BEGIN

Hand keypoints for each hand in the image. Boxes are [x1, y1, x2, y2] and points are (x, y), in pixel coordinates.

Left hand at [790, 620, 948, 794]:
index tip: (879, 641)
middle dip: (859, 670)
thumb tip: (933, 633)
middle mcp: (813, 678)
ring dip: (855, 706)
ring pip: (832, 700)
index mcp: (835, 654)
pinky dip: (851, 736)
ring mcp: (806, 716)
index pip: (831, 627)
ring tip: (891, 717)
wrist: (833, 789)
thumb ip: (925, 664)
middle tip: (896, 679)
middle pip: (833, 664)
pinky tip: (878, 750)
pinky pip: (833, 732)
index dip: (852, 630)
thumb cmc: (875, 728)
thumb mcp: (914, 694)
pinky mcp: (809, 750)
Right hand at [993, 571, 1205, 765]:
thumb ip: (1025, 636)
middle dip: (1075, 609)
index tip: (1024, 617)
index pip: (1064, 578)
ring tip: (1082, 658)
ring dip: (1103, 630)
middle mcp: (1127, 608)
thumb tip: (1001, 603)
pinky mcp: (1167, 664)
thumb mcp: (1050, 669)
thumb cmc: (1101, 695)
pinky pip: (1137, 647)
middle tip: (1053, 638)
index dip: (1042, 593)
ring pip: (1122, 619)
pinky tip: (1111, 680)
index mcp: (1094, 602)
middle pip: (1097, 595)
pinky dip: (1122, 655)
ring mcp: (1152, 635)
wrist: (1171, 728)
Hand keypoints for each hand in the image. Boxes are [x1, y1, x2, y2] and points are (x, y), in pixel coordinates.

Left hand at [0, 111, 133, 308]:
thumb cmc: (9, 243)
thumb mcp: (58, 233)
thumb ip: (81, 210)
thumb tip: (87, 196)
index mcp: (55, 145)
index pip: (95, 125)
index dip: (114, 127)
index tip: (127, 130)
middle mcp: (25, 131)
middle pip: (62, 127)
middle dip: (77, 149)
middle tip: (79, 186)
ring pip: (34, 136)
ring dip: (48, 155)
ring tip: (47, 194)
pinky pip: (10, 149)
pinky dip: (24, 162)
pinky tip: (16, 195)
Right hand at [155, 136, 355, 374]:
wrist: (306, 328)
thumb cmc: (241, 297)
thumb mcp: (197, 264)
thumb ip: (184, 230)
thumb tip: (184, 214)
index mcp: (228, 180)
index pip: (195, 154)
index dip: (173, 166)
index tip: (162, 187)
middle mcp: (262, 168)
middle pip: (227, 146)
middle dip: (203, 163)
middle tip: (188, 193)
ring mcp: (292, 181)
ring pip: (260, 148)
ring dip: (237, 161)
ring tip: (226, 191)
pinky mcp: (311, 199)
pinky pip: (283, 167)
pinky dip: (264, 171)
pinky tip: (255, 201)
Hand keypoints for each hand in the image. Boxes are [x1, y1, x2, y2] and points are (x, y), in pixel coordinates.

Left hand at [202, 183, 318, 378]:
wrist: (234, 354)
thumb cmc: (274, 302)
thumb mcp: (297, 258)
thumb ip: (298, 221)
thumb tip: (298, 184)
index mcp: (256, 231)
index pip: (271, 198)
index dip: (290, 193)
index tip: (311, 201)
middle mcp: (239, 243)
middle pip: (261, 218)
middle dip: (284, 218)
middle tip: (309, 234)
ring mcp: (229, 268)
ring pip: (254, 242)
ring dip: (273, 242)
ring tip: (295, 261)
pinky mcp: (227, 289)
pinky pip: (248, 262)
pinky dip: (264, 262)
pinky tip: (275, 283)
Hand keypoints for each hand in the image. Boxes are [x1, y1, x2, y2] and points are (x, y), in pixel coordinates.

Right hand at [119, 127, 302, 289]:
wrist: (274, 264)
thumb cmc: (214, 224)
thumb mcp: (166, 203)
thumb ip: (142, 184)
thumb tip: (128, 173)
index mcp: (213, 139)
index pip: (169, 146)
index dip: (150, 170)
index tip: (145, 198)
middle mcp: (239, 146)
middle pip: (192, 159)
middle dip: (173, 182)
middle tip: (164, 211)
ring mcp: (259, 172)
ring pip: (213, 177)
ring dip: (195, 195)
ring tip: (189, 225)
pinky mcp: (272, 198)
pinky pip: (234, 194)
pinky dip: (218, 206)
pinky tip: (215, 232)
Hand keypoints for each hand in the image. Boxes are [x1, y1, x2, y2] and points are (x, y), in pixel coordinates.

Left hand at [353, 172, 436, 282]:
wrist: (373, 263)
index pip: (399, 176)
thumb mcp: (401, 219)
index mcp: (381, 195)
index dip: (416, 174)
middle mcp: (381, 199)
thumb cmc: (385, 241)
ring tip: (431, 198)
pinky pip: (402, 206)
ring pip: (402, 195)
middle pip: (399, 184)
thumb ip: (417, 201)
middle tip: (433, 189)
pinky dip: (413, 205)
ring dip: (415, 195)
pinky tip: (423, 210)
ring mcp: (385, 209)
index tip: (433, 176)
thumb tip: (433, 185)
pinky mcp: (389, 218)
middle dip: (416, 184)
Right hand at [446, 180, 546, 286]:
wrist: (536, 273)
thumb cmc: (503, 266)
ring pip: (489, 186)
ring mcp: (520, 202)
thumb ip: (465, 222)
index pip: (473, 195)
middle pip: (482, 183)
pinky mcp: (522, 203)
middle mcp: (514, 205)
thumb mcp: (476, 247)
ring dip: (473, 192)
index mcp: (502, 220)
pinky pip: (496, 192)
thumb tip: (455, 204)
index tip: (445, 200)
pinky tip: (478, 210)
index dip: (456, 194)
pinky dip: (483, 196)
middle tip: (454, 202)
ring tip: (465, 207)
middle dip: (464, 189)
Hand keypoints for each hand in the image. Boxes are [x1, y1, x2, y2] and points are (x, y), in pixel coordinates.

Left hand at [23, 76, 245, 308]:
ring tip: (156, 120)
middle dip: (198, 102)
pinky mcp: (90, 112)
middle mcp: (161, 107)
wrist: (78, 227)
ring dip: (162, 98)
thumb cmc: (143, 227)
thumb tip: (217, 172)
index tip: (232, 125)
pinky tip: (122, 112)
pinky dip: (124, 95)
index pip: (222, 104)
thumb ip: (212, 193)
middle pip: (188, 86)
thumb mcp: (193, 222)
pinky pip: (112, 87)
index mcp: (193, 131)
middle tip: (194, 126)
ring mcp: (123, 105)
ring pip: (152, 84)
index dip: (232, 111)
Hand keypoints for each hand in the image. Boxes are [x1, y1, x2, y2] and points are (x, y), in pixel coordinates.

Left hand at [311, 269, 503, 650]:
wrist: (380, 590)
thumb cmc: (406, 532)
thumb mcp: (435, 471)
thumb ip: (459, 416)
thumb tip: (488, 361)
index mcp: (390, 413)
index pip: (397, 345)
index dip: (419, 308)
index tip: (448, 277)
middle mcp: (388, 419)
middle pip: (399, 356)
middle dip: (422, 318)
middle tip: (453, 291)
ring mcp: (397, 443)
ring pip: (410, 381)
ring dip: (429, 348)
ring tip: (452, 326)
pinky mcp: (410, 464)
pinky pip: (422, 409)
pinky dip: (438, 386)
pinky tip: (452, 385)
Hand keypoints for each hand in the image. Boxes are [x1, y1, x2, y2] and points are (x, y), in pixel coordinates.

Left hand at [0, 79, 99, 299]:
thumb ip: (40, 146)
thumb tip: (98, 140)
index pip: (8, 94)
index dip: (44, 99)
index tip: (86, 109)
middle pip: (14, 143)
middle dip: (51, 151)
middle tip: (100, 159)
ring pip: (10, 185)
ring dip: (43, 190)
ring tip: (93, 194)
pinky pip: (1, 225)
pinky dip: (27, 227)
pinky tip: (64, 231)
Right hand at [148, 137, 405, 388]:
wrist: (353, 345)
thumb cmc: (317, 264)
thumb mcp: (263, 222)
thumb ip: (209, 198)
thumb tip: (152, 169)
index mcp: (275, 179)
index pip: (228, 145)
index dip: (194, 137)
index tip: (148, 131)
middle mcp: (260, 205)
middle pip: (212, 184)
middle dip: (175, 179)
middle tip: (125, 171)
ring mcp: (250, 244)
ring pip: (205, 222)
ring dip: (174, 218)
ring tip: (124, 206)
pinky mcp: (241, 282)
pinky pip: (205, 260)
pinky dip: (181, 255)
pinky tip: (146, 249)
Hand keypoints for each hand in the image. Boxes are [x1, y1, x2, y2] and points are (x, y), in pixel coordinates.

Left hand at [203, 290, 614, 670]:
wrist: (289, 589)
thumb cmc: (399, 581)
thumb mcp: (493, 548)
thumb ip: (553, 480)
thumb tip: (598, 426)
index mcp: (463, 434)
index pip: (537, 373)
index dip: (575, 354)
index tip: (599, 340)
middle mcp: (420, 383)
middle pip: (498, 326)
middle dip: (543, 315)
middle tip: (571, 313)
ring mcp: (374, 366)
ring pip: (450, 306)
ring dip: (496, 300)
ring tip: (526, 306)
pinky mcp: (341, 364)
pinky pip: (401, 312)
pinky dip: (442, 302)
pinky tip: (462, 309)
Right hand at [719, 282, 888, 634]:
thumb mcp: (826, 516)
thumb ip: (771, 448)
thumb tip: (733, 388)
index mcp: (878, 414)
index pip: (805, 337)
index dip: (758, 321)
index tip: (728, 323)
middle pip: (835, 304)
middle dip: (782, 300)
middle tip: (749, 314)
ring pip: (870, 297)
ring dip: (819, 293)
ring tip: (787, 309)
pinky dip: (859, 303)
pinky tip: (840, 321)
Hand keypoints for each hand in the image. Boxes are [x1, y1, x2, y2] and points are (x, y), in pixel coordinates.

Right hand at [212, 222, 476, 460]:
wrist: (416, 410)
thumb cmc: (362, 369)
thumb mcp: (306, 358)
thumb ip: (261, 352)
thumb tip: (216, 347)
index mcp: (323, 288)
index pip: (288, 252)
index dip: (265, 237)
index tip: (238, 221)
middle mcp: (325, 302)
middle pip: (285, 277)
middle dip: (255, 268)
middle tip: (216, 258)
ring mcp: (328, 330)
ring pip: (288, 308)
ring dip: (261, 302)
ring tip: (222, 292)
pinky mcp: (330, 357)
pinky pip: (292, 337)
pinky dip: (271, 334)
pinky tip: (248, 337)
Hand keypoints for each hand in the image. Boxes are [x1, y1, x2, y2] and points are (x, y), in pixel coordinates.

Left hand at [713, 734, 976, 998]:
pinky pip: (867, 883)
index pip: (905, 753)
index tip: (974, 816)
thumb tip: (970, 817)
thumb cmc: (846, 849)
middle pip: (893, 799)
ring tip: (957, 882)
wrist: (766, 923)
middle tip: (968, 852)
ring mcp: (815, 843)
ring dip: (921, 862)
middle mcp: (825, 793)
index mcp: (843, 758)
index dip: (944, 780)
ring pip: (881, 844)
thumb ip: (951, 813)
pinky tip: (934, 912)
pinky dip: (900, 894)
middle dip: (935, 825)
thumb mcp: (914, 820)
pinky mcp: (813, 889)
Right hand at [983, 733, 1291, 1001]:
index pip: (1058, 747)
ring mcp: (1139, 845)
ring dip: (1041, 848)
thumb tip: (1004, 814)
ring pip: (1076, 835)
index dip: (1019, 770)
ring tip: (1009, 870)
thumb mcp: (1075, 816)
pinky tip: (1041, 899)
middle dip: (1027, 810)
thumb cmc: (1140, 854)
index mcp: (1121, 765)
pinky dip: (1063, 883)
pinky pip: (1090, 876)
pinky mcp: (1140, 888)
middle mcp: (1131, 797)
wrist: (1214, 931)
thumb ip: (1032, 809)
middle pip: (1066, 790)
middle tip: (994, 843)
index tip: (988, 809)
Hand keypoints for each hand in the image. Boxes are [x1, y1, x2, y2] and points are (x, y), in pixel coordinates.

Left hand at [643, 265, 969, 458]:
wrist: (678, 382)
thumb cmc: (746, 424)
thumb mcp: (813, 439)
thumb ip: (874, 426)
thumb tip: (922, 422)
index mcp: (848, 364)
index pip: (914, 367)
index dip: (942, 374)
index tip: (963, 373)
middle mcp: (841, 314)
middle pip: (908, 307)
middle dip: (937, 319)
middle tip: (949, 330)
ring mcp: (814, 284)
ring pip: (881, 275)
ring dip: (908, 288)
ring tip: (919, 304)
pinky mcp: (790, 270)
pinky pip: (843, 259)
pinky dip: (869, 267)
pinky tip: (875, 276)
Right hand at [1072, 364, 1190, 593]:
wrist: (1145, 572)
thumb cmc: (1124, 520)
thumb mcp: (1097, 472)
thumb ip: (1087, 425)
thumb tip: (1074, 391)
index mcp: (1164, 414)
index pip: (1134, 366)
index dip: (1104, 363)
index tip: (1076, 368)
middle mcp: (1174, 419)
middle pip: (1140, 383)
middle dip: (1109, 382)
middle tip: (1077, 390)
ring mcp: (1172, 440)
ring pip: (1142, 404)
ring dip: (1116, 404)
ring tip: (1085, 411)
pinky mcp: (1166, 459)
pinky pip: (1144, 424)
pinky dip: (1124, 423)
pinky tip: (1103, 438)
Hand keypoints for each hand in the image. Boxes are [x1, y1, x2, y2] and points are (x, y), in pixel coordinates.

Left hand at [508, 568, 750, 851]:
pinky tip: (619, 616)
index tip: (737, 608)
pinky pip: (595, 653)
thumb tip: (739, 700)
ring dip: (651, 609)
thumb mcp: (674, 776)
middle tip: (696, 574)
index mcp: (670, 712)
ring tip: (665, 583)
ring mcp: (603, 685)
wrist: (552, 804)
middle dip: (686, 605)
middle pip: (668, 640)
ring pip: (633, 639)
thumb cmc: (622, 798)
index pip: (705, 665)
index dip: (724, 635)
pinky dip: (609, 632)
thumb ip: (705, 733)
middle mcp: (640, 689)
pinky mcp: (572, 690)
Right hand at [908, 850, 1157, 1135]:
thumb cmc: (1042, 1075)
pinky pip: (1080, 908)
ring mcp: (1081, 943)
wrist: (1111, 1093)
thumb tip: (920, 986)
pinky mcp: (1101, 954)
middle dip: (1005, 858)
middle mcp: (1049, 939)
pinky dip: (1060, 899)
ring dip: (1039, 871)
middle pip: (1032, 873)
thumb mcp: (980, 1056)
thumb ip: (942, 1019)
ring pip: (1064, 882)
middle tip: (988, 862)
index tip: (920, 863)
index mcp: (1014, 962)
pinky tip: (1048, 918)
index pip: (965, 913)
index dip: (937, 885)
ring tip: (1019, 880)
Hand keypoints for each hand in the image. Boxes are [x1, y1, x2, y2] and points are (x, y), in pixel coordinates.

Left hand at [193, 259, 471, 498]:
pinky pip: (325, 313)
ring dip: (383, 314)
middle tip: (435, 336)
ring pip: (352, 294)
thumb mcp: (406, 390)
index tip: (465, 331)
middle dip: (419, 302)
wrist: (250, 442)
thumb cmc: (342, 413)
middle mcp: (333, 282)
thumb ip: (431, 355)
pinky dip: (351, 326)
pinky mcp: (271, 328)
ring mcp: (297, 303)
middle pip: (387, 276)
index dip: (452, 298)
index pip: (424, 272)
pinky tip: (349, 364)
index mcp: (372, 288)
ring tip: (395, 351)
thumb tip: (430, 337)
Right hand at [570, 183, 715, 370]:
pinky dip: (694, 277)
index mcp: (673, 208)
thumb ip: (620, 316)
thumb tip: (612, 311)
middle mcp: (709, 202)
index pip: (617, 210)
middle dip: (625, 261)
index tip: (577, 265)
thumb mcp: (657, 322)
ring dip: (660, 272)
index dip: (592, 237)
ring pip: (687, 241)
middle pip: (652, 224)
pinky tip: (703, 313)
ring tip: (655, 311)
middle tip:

END

**WORK TO COMPLETE:** Quote exactly the first line of the data and every line after it through the one holding "middle mcp: (25, 131)".

**REPLY:**
Hand keypoints for each hand in the image. Boxes are [x1, y1, x2, y2] and points are (x, y), in pixel coordinates.

Left hand at [790, 620, 948, 794]:
index tip: (879, 641)
middle dip: (859, 670)
thumb tip: (933, 633)
middle mcp: (813, 678)
ring dip: (855, 706)
ring pip: (832, 700)
index mcp: (835, 654)
pinky dip: (851, 736)
ring mcp: (806, 716)
index pip: (831, 627)
ring tip: (891, 717)
wrist: (833, 789)
thumb ip: (925, 664)
middle tip: (896, 679)
middle pip: (833, 664)
pinky tip: (878, 750)
pinky pip: (833, 732)
index dip: (852, 630)
thumb cmc: (875, 728)
thumb mcp: (914, 694)
pinky mcp: (809, 750)
Right hand at [993, 571, 1205, 765]:
thumb ip: (1025, 636)
middle dip: (1075, 609)
index tip: (1024, 617)
index pip: (1064, 578)
ring tip: (1082, 658)
ring dip: (1103, 630)
middle mcp: (1127, 608)
thumb tip: (1001, 603)
pinky mcp: (1167, 664)
thumb mcp: (1050, 669)
thumb cmc: (1101, 695)
pinky pip: (1137, 647)
middle tip: (1053, 638)
index dip: (1042, 593)
ring pip: (1122, 619)
pinky tip: (1111, 680)
index mcp: (1094, 602)
middle pip: (1097, 595)
pinky dip: (1122, 655)
ring mcp: (1152, 635)
wrist: (1171, 728)
Hand keypoints for each hand in the image. Boxes are [x1, y1, x2, y2] and points are (x, y), in pixel coordinates.

Left hand at [0, 111, 133, 308]:
thumb cmc: (9, 243)
thumb mcp: (58, 233)
thumb ip: (81, 210)
thumb tip: (87, 196)
index mcp: (55, 145)
index pip: (95, 125)
index dip: (114, 127)
index tip: (127, 130)
middle mcp: (25, 131)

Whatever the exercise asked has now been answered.